Strengthening your intuitive mind’s skills is imperative. The most effective way to do that is through the practice of meditation and some specific visualizations.

Meditation allows us to build the strengths of concentration and focus.

Without the ability to focus and hold a steady mind when you’re the scared cat up the tree, you’ll won’t be able to talk yourself out of that tree and calm down.

After I was able to intuitively scan my son’s body and see that his organs were fine, that his joints and bones were solid and articulately normally, I could mentally and emotionally relax.  

This shift offered space and a different perspective of presence. I could then manage the random emotional and energetic impacts I felt throughout that weekend.

I would love to support you in building the skill of intuitive focus and steadiness of mind. That way you can move yourself into a safer feeling and a more comfortable place and remain there more often.

I’ve created a music-free 15-minute meditation for you. It begins with a bit of instruction. A chime will both begin and end the 15 minutes.

This is what I’d like you to consider while practicing this week:

  • Use this meditation to help build concentration. Pay attention to the quality of your thoughts.
  • Are they stress-filled?
  • Do you suddenly have thoughts of a catastrophizing nature?
  • Does your to-do list creep in?
  • Do you find your jaw tightening up, even after you’ve consciously relaxed it?
  • Are other parts of your body filled with chronic tension — your hips, legs, feet, and hands?
  • Do you have a feeling of truly sitting within the steady architecture of your body or do you feel as if your body is ready to lurch and move?

Because you’re an empath, other things can feel like danger; yet, you don’t have to live here. You can rise above the stage of instinctual empathy from an everyday perspective. 

You can cultivate a stronger intuitive skill at a higher level and climb back down out of the quaking tree.

As an empath, you always need to care for yourself a bit differently than the other 80% of the population. We’ll talk more about empath’s self-care each week.
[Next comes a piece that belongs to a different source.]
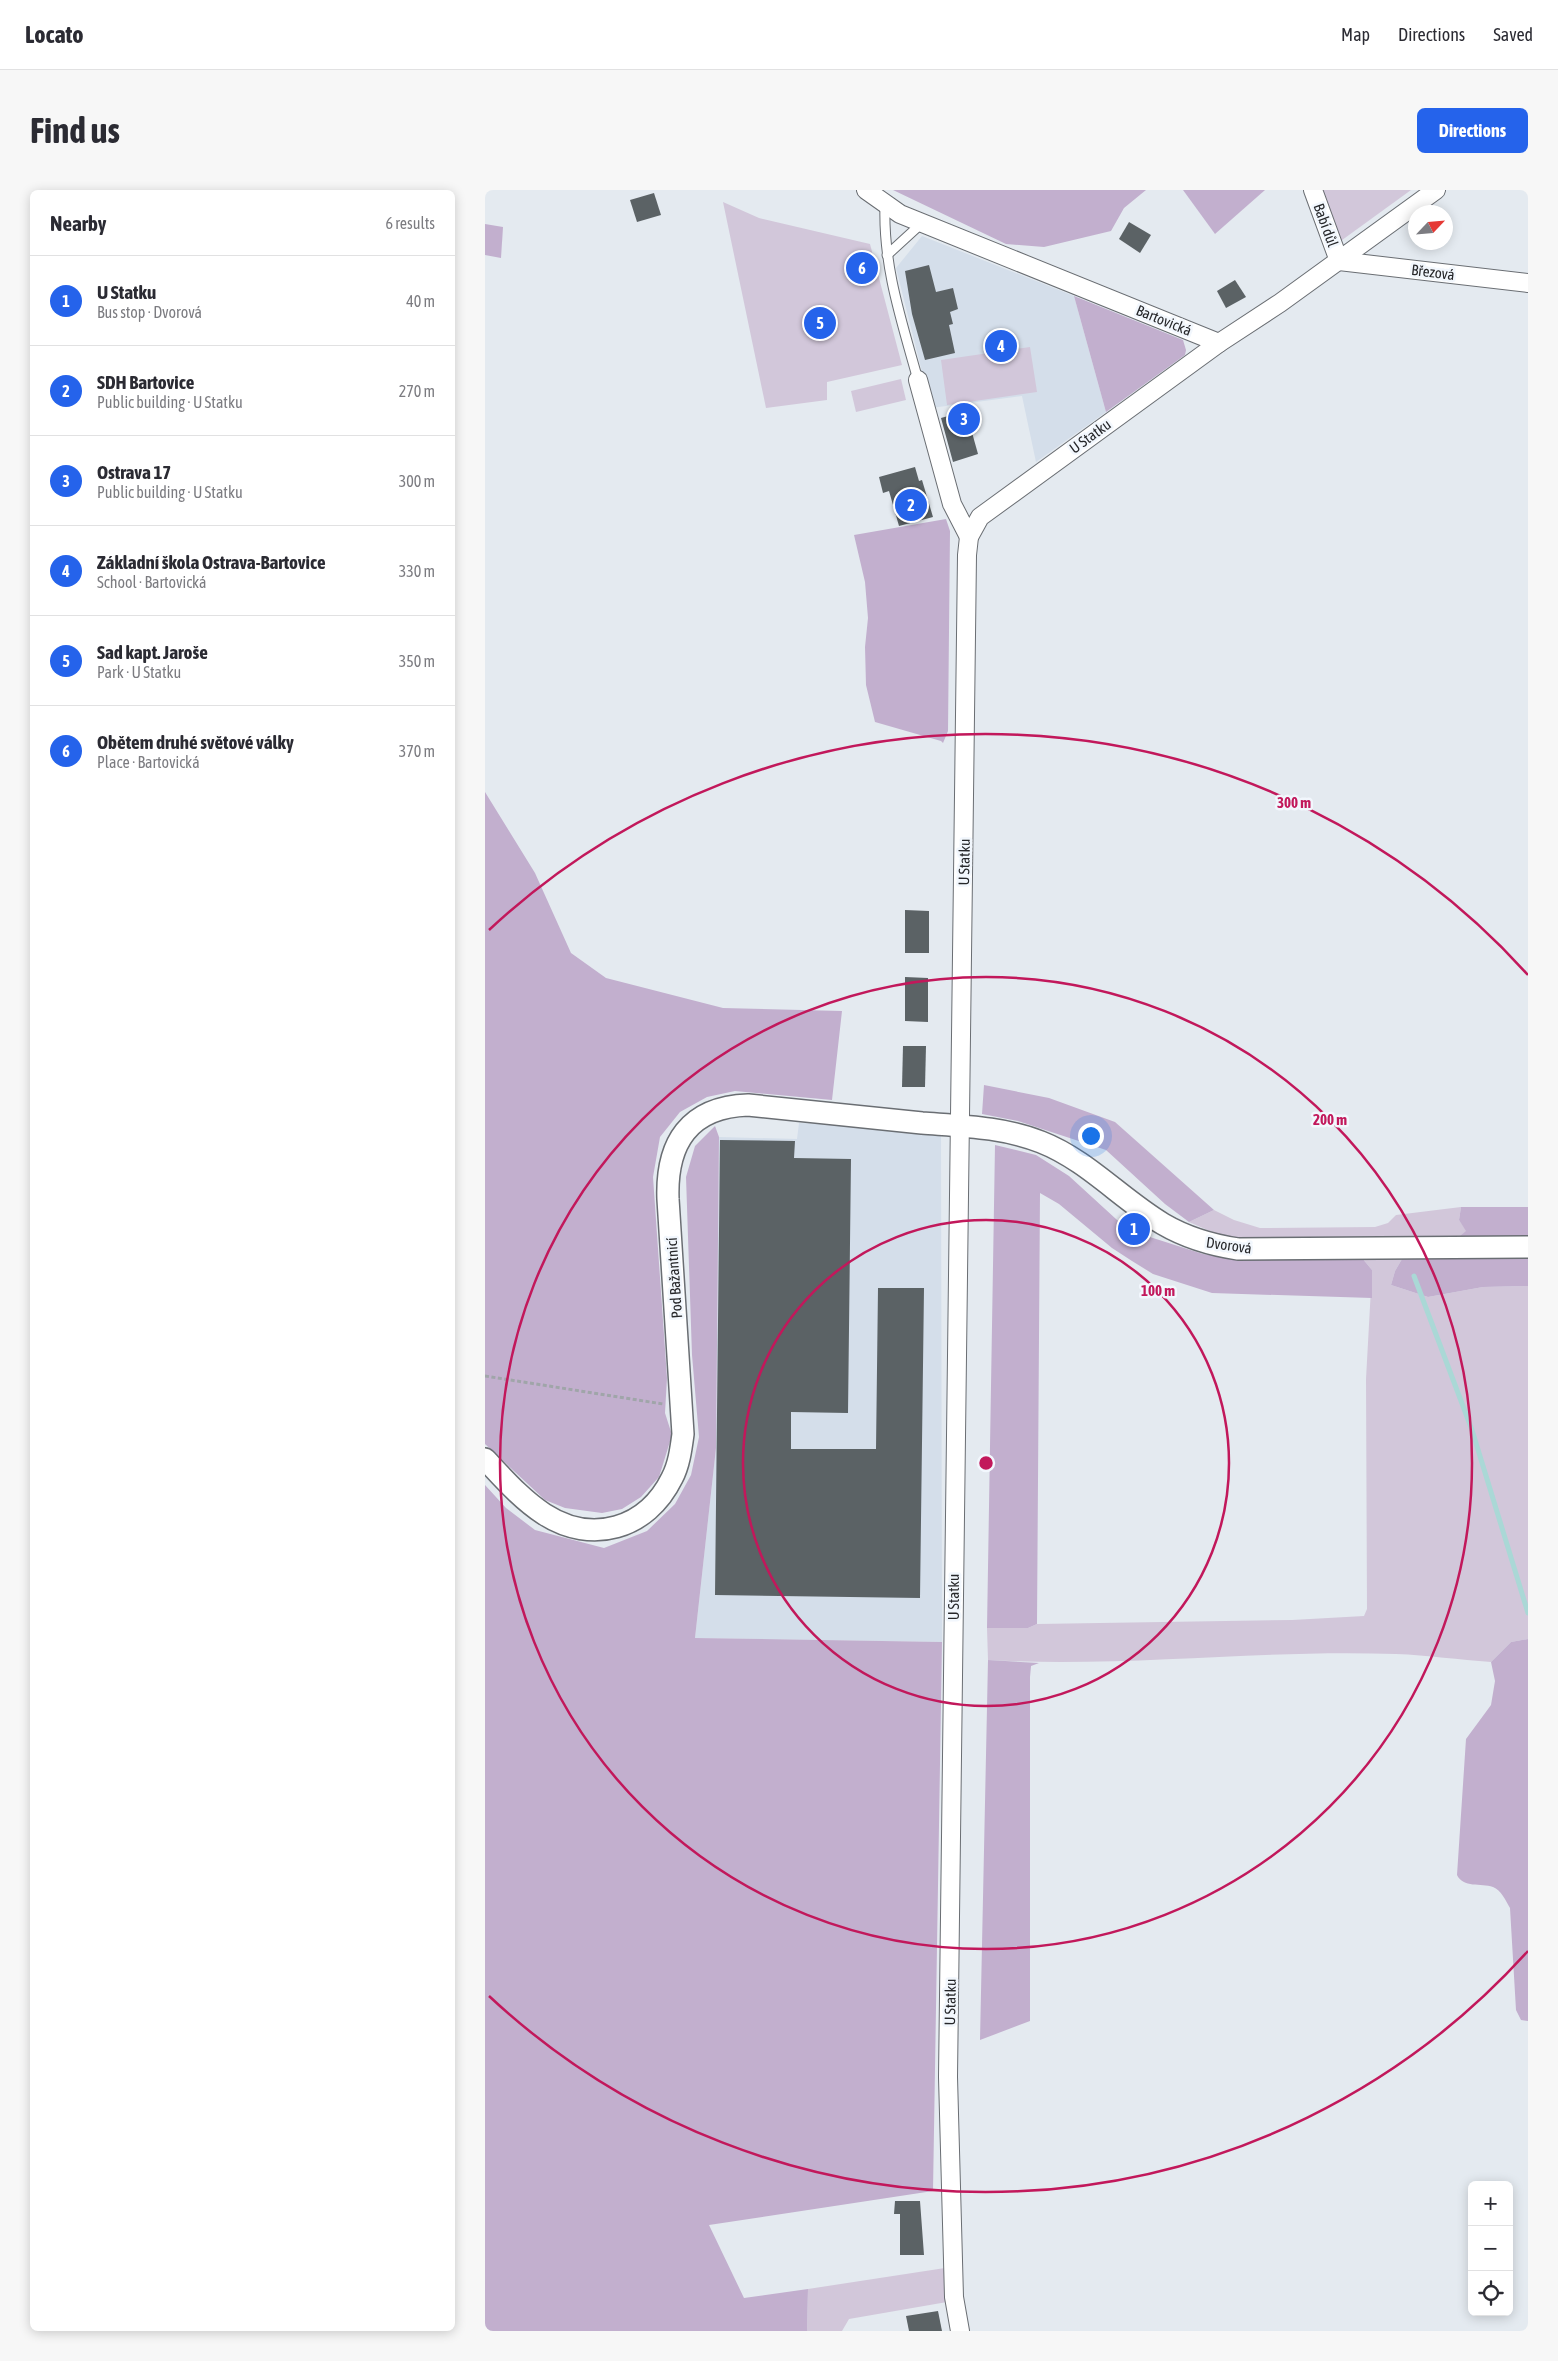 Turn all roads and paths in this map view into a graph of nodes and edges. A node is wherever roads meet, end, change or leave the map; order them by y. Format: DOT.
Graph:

For now, engaging in this meditation practice is part of your self-care and training to be a powerful rebel empath — one who can take on their role as a helper, healer, and advocate for others, without losing themselves in the process.
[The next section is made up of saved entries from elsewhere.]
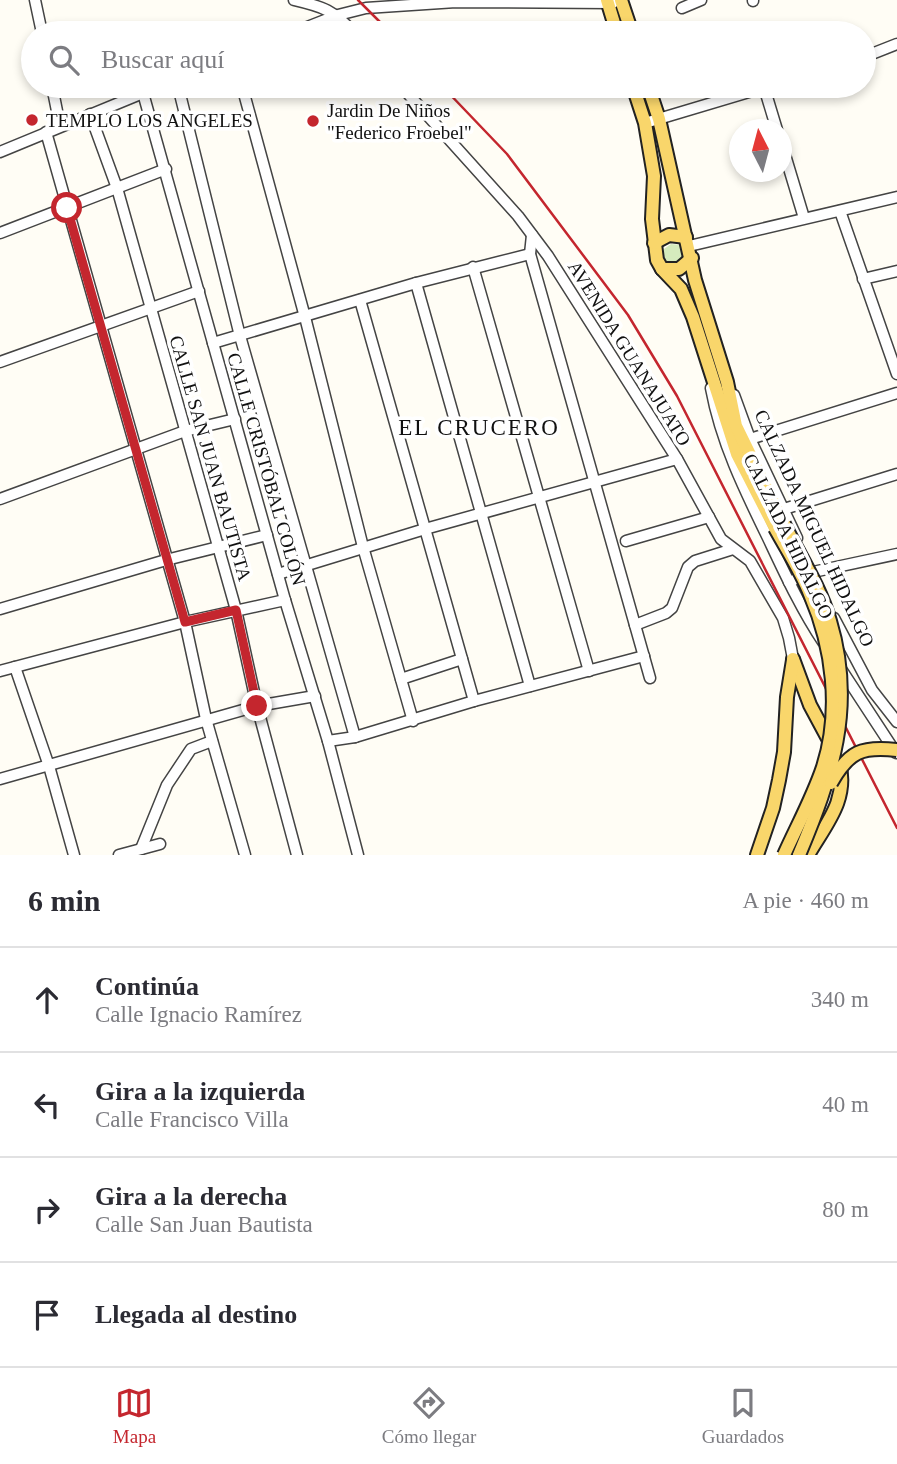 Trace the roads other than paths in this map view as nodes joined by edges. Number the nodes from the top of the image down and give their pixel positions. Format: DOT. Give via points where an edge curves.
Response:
graph roads {
  1 [pos="35,0"];
  2 [pos="295,0"];
  3 [pos="701,0"];
  4 [pos="455,1"];
  5 [pos="607,1"];
  6 [pos="622,1"];
  7 [pos="402,2"];
  8 [pos="508,2"];
  9 [pos="544,2"];
  10 [pos="682,8"];
  11 [pos="338,15"];
  12 [pos="39,21"];
  13 [pos="323,21"];
  14 [pos="343,21"];
  15 [pos="613,21"];
  16 [pos="628,21"];
  17 [pos="897,44"];
  18 [pos="876,52"];
  19 [pos="54,98"];
  20 [pos="130,98"];
  21 [pos="145,98"];
  22 [pos="181,98"];
  23 [pos="245,98"];
  24 [pos="412,98"];
  25 [pos="638,98"];
  26 [pos="653,98"];
  27 [pos="727,98"];
  28 [pos="769,98"];
  29 [pos="90,114"];
  30 [pos="659,119"];
  31 [pos="774,119"];
  32 [pos="645,123"];
  33 [pos="60,126"];
  34 [pos="47,132"];
  35 [pos="0,152"];
  36 [pos="166,169"];
  37 [pos="792,178"];
  38 [pos="117,188"];
  39 [pos="897,197"];
  40 [pos="67,208"];
  41 [pos="840,211"];
  42 [pos="804,218"];
  43 [pos="0,233"];
  44 [pos="532,235"];
  45 [pos="654,243"];
  46 [pos="689,247"];
  47 [pos="530,254"];
  48 [pos="473,267"];
  49 [pos="662,269"];
  50 [pos="897,271"];
  51 [pos="863,279"];
  52 [pos="416,283"];
  53 [pos="199,290"];
  54 [pos="360,300"];
  55 [pos="151,307"];
  56 [pos="305,317"];
  57 [pos="100,325"];
  58 [pos="240,336"];
  59 [pos="214,343"];
  60 [pos="704,353"];
  61 [pos="0,362"];
  62 [pos="897,374"];
  63 [pos="727,382"];
  64 [pos="897,393"];
  65 [pos="235,419"];
  66 [pos="185,431"];
  67 [pos="750,439"];
  68 [pos="135,449"];
  69 [pos="677,459"];
  70 [pos="897,474"];
  71 [pos="594,482"];
  72 [pos="539,497"];
  73 [pos="0,499"];
  74 [pos="784,509"];
  75 [pos="482,513"];
  76 [pos="709,517"];
  77 [pos="779,526"];
  78 [pos="425,529"];
  79 [pos="267,535"];
  80 [pos="626,541"];
  81 [pos="363,547"];
  82 [pos="218,548"];
  83 [pos="733,549"];
  84 [pos="897,554"];
  85 [pos="166,560"];
  86 [pos="307,564"];
  87 [pos="813,572"];
  88 [pos="278,574"];
  89 [pos="789,582"];
  90 [pos="285,600"];
  91 [pos="0,609"];
  92 [pos="236,610"];
  93 [pos="832,614"];
  94 [pos="809,621"];
  95 [pos="185,622"];
  96 [pos="635,625"];
  97 [pos="644,656"];
  98 [pos="462,659"];
  99 [pos="793,659"];
  100 [pos="15,667"];
  101 [pos="0,671"];
  102 [pos="589,671"];
  103 [pos="650,678"];
  104 [pos="401,679"];
  105 [pos="530,686"];
  106 [pos="872,690"];
  107 [pos="315,696"];
  108 [pos="860,698"];
  109 [pos="474,701"];
  110 [pos="257,706"];
  111 [pos="206,719"];
  112 [pos="413,721"];
  113 [pos="897,722"];
  114 [pos="355,737"];
  115 [pos="212,741"];
  116 [pos="328,741"];
  117 [pos="897,752"];
  118 [pos="49,766"];
  119 [pos="0,779"];
  120 [pos="823,798"];
  121 [pos="160,844"];
  122 [pos="141,849"];
  123 [pos="243,853"];
  124 [pos="74,855"];
  125 [pos="118,855"];
  126 [pos="297,855"];
  127 [pos="358,855"];
  128 [pos="757,855"];
  129 [pos="785,855"];
  130 [pos="799,855"];
  131 [pos="808,855"];
  1 -- 12 [label="street"];
  2 -- 11 [label="street" via="326,7"];
  3 -- 10 [label="street"];
  4 -- 7 [label="street"];
  4 -- 8 [label="street"];
  5 -- 6 [label="street"];
  5 -- 9 [label="street"];
  5 -- 15 [label="main road"];
  6 -- 16 [label="main road"];
  7 -- 11 [label="street"];
  8 -- 9 [label="street"];
  11 -- 13 [label="street"];
  11 -- 14 [label="street"];
  17 -- 18 [label="street"];
  19 -- 33 [label="street"];
  20 -- 29 [label="street"];
  21 -- 36 [label="street, CALLE CRISTÓBAL COLÓN"];
  22 -- 58 [label="street"];
  23 -- 56 [label="street"];
  24 -- 44 [label="street, AVENIDA GUANAJUATO"];
  25 -- 32 [label="main road, CALZADA MIGUEL HIDALGO"];
  26 -- 30 [label="main road, CALZADA MIGUEL HIDALGO"];
  27 -- 30 [label="street"];
  28 -- 31 [label="street"];
  29 -- 33 [label="street"];
  29 -- 38 [label="street, CALLE SAN JUAN BAUTISTA"];
  30 -- 32 [label="street"];
  30 -- 46 [label="main road, CALZADA MIGUEL HIDALGO"];
  32 -- 45 [label="main road, CALZADA MIGUEL HIDALGO" via="654,176"];
  33 -- 34 [label="street"];
  34 -- 35 [label="street"];
  34 -- 40 [label="street"];
  36 -- 38 [label="street"];
  36 -- 53 [label="street, CALLE CRISTÓBAL COLÓN"];
  37 -- 42 [label="street"];
  38 -- 40 [label="street"];
  38 -- 55 [label="street, CALLE SAN JUAN BAUTISTA"];
  39 -- 41 [label="street"];
  40 -- 43 [label="street"];
  40 -- 57 [label="street"];
  41 -- 42 [label="street"];
  41 -- 51 [label="street"];
  42 -- 46 [label="street"];
  44 -- 47 [label="street"];
  44 -- 69 [label="street, AVENIDA GUANAJUATO"];
  45 -- 46 [label="main road" via="669,235"];
  45 -- 49 [label="main road, CALZADA MIGUEL HIDALGO"];
  46 -- 49 [label="main road" via="679,269"];
  46 -- 63 [label="main road, CALZADA MIGUEL HIDALGO"];
  47 -- 48 [label="street"];
  47 -- 71 [label="street"];
  48 -- 52 [label="street"];
  48 -- 72 [label="street"];
  49 -- 60 [label="main road, CALZADA MIGUEL HIDALGO" via="681,289"];
  50 -- 51 [label="street"];
  51 -- 62 [label="street"];
  52 -- 54 [label="street"];
  52 -- 75 [label="street"];
  53 -- 55 [label="street"];
  53 -- 59 [label="street, CALLE CRISTÓBAL COLÓN"];
  54 -- 56 [label="street"];
  54 -- 78 [label="street"];
  55 -- 57 [label="street"];
  55 -- 66 [label="street, CALLE SAN JUAN BAUTISTA"];
  56 -- 58 [label="street"];
  56 -- 81 [label="street"];
  57 -- 61 [label="street"];
  57 -- 68 [label="street"];
  58 -- 59 [label="street"];
  58 -- 86 [label="street"];
  59 -- 65 [label="street, CALLE CRISTÓBAL COLÓN"];
  60 -- 77 [label="main road, CALZADA MIGUEL HIDALGO" via="737,454"];
  60 -- 89 [label="street, CALZADA HIDALGO" via="723,437 738,478"];
  63 -- 67 [label="street, CALZADA MIGUEL HIDALGO"];
  63 -- 77 [label="main road, CALZADA MIGUEL HIDALGO" via="736,426"];
  64 -- 67 [label="street"];
  65 -- 66 [label="street"];
  65 -- 79 [label="street, CALLE CRISTÓBAL COLÓN"];
  66 -- 68 [label="street"];
  66 -- 82 [label="street, CALLE SAN JUAN BAUTISTA"];
  67 -- 74 [label="street, CALZADA MIGUEL HIDALGO"];
  68 -- 73 [label="street"];
  68 -- 85 [label="street"];
  69 -- 71 [label="street"];
  69 -- 76 [label="street, AVENIDA GUANAJUATO"];
  70 -- 74 [label="street"];
  71 -- 72 [label="street"];
  71 -- 96 [label="street"];
  72 -- 75 [label="street"];
  72 -- 102 [label="street"];
  74 -- 87 [label="street, CALZADA MIGUEL HIDALGO"];
  75 -- 78 [label="street"];
  75 -- 105 [label="street"];
  76 -- 80 [label="street"];
  76 -- 83 [label="street, AVENIDA GUANAJUATO" via="724,543"];
  77 -- 120 [label="main road, bridge" via="823,601 841,671 841,718"];
  77 -- 129 [label="main road, bridge" via="822,624 833,714 823,765"];
  78 -- 81 [label="street"];
  78 -- 98 [label="street"];
  79 -- 82 [label="street"];
  79 -- 88 [label="street, CALLE CRISTÓBAL COLÓN"];
  81 -- 86 [label="street"];
  81 -- 104 [label="street"];
  82 -- 85 [label="street"];
  82 -- 92 [label="street, CALLE SAN JUAN BAUTISTA"];
  83 -- 96 [label="street" via="695,561 688,567 673,608"];
  83 -- 99 [label="street, AVENIDA GUANAJUATO" via="750,561 782,618"];
  84 -- 87 [label="street"];
  85 -- 91 [label="street"];
  85 -- 95 [label="street"];
  86 -- 88 [label="street"];
  86 -- 114 [label="street"];
  87 -- 89 [label="street"];
  87 -- 93 [label="street, CALZADA MIGUEL HIDALGO"];
  88 -- 90 [label="street, CALLE CRISTÓBAL COLÓN"];
  89 -- 94 [label="street, CALZADA HIDALGO"];
  90 -- 92 [label="street"];
  90 -- 107 [label="street, CALLE CRISTÓBAL COLÓN"];
  92 -- 95 [label="street"];
  92 -- 110 [label="street, CALLE SAN JUAN BAUTISTA"];
  93 -- 94 [label="street"];
  93 -- 106 [label="street, CALZADA MIGUEL HIDALGO"];
  94 -- 108 [label="street, CALZADA HIDALGO"];
  95 -- 100 [label="street"];
  95 -- 111 [label="street"];
  96 -- 97 [label="street"];
  97 -- 102 [label="street"];
  97 -- 103 [label="street"];
  98 -- 104 [label="street"];
  98 -- 109 [label="street"];
  99 -- 128 [label="main road" via="779,780"];
  99 -- 131 [label="main road" via="810,705 836,753 843,784 831,819"];
  100 -- 101 [label="street"];
  100 -- 118 [label="street"];
  102 -- 105 [label="street"];
  104 -- 112 [label="street"];
  105 -- 109 [label="street"];
  106 -- 108 [label="street"];
  106 -- 113 [label="street, CALZADA MIGUEL HIDALGO"];
  107 -- 110 [label="street"];
  107 -- 116 [label="street, CALLE CRISTÓBAL COLÓN"];
  108 -- 117 [label="street, CALZADA HIDALGO"];
  109 -- 112 [label="street"];
  110 -- 111 [label="street"];
  110 -- 126 [label="street, CALLE SAN JUAN BAUTISTA"];
  111 -- 115 [label="street"];
  111 -- 118 [label="street"];
  112 -- 114 [label="street"];
  114 -- 116 [label="street"];
  115 -- 122 [label="street" via="191,749 167,785"];
  115 -- 123 [label="street"];
  116 -- 127 [label="street, CALLE CRISTÓBAL COLÓN"];
  117 -- 120 [label="main road, bridge" via="862,750 844,762"];
  118 -- 119 [label="street"];
  118 -- 124 [label="street"];
  120 -- 130 [label="main road, bridge"];
  121 -- 122 [label="street"];
  122 -- 125 [label="street"];
}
With this practice, you’ll gain a deeper awareness of the qualities of your thoughts. That awareness will naturally strengthen higher stages of empathy and even higher stages and states of your intuitive, conscious mind.

You can do this!

Peace to you.

Peace to your body.

With Love, 

 

P.S.  A quick tip for calming your body down is to run your hands and forearms under cold water. Gently splash cold water on your face as well. If your sink faucet is stainless steel, glide your hands over it in a back and forth motion. The iron ore in stainless steel is grounding.